Coal as our dominant fuel was surpassed by petroleum in 1950. Whether another such a transition is underway is yet to be seen. But, if recent trends continue, then it seems likely that another transition will occur in the coming one to two decades as natural gas overtakes petroleum to be the most popular primary energy source in the U.S. Such a transition will be enabled (or inhibited) by a mixed set of competing price pressures and a complicated relationship with renewables that will trigger an array of market and cultural responses. This article seeks to layout some of the key underlying trends while also identifying some of these different axes of price tensions (or price dichotomies).
|Figure 1: Total U.S. Energy Consumption, 1800 to 2010|
Note: Wood, which was the dominant fuel in the U.S. for the first half of the 19th century, was surpassed by coal starting in 1885. Coal as the dominant fuel was surpassed by petroleum in 1950. Within one to two decades, natural gas might surpass petroleum as the dominant energy provider.

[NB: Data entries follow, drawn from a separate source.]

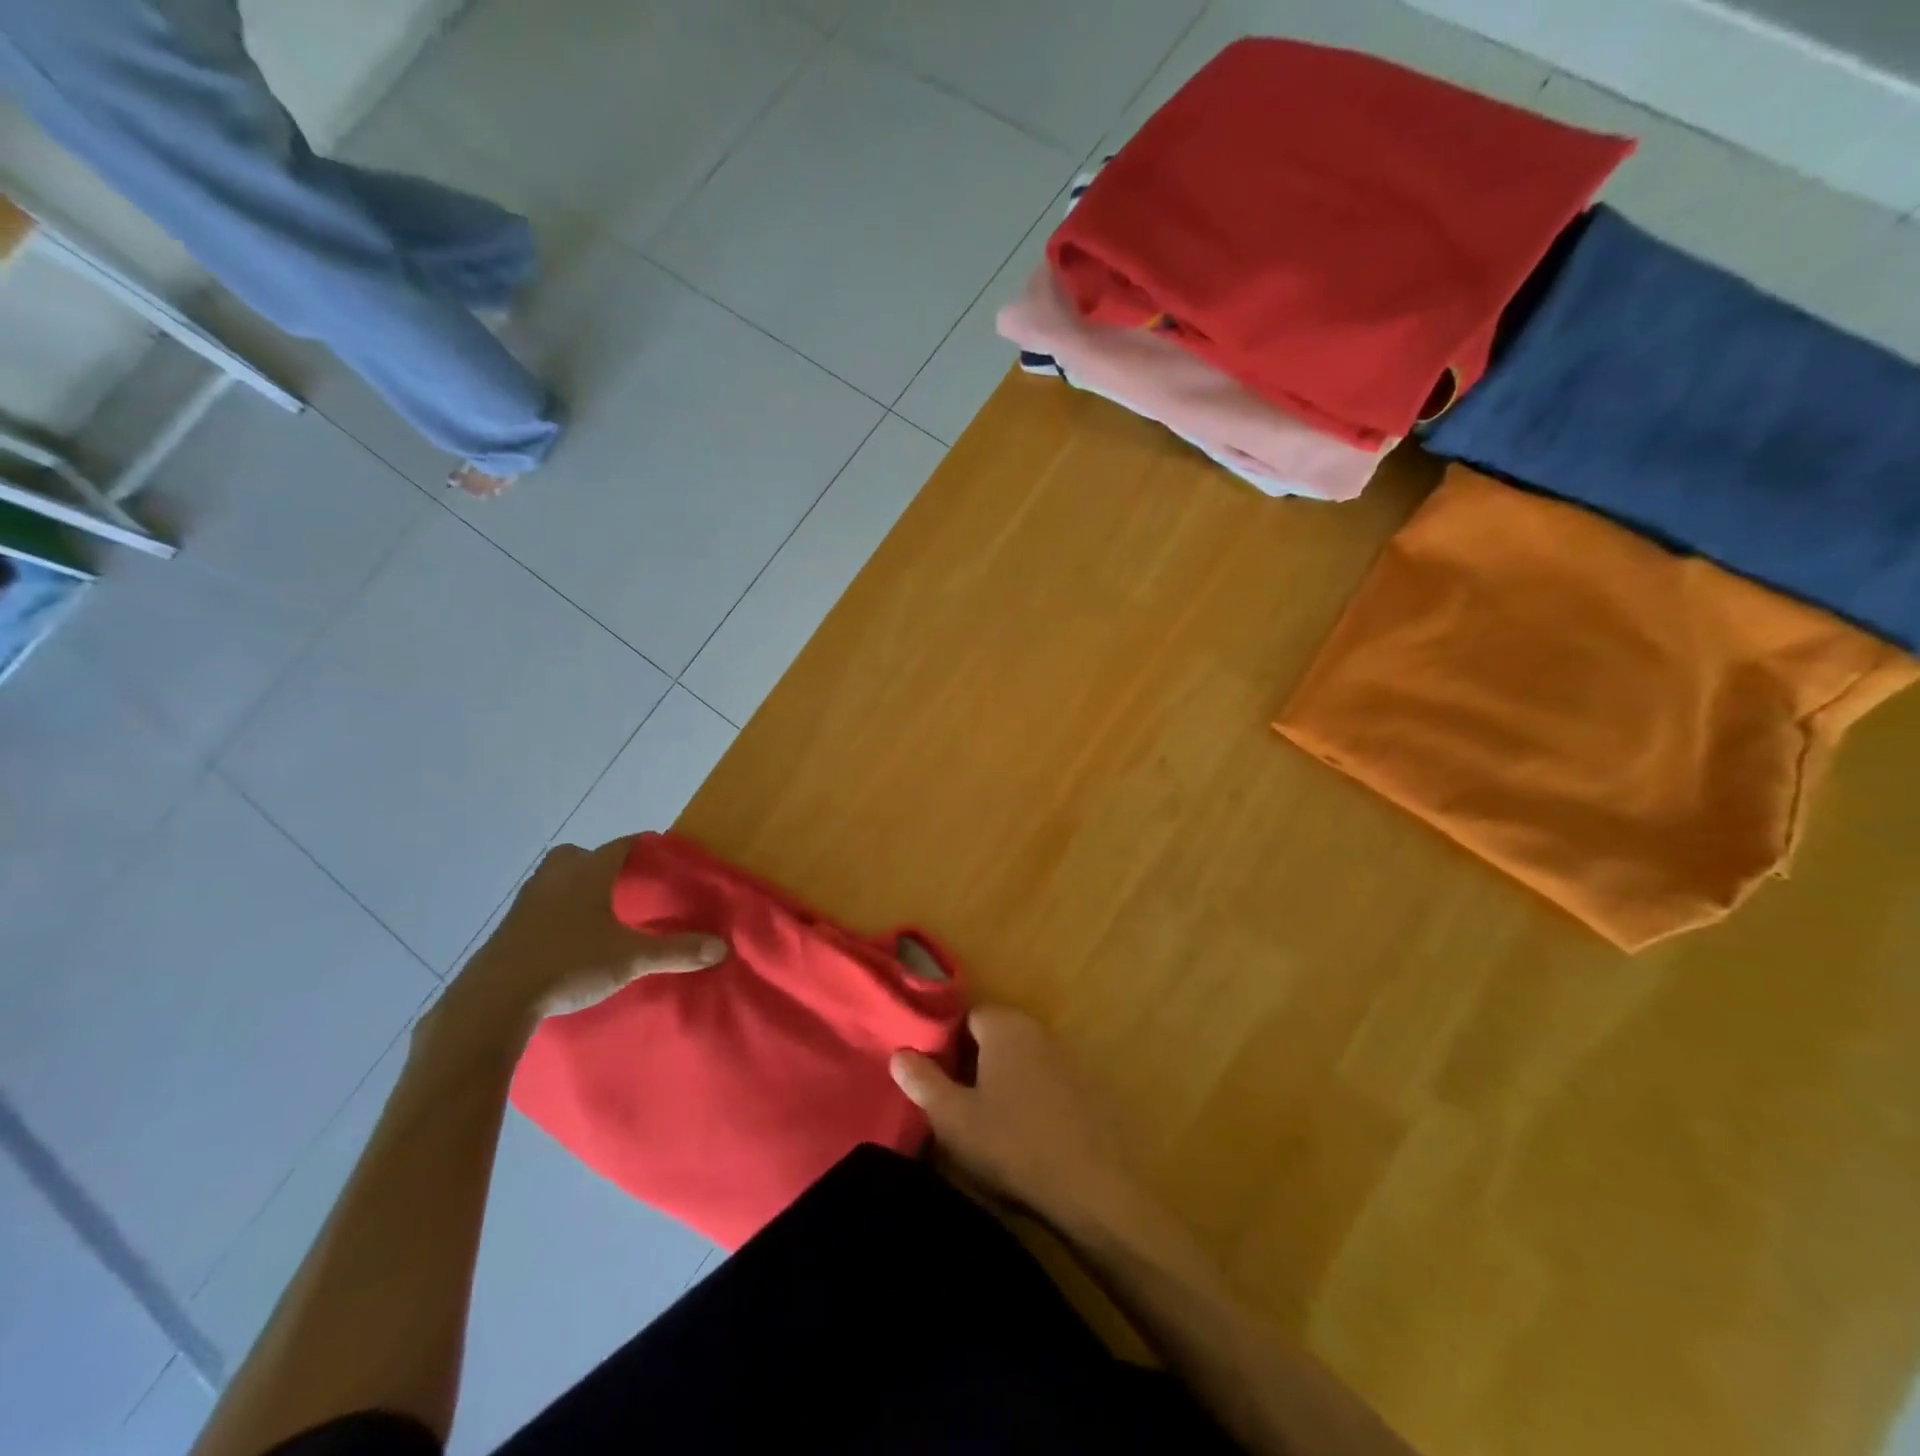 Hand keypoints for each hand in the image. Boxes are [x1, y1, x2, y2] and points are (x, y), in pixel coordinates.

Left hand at [430, 840, 726, 1045]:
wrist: (494, 1001)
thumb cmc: (569, 964)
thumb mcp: (631, 959)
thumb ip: (676, 951)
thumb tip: (722, 947)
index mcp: (588, 873)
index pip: (620, 846)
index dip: (642, 846)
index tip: (660, 853)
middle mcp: (555, 878)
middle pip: (578, 854)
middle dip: (599, 862)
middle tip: (621, 882)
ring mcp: (526, 902)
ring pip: (553, 879)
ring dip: (573, 886)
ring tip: (596, 910)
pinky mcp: (508, 929)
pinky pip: (537, 906)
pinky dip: (554, 912)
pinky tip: (566, 937)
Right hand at [891, 1006, 1138, 1232]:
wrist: (1091, 1187)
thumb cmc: (1012, 1144)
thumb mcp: (953, 1118)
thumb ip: (922, 1081)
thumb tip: (899, 1053)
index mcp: (1004, 1025)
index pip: (965, 1017)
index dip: (944, 1045)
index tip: (932, 1079)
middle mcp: (1035, 1029)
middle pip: (991, 1036)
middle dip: (970, 1064)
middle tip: (952, 1104)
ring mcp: (1063, 1057)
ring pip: (1016, 1060)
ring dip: (999, 1082)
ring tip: (982, 1123)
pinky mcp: (1083, 1087)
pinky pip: (1041, 1081)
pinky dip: (1026, 1098)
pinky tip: (1019, 1134)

Source: Energy Information Agency 2010
While petroleum still reigns supreme today, within one to two decades, natural gas might surpass it as the dominant energy provider. In fact, recent trends suggest that another transition is already underway. In particular, while petroleum and coal consumption have dropped steadily since 2006, natural gas consumption has increased.
For a century, oil and natural gas consumption trends have tracked each other quite closely. Figure 2 shows normalized U.S. oil and gas consumption from 1920 to 2010 (consumption in 1960 is set to a value of 1.0). These normalized consumption curves illustrate how closely oil and gas have tracked each other up until 2002, at which time their paths diverged: natural gas consumption declined from 2002 to 2006, while petroleum use grew over that time period. Then, they went the other direction: natural gas consumption grew and oil production dropped. That trend continues today, as natural gas pursues an upward path, whereas petroleum is continuing a downward trend.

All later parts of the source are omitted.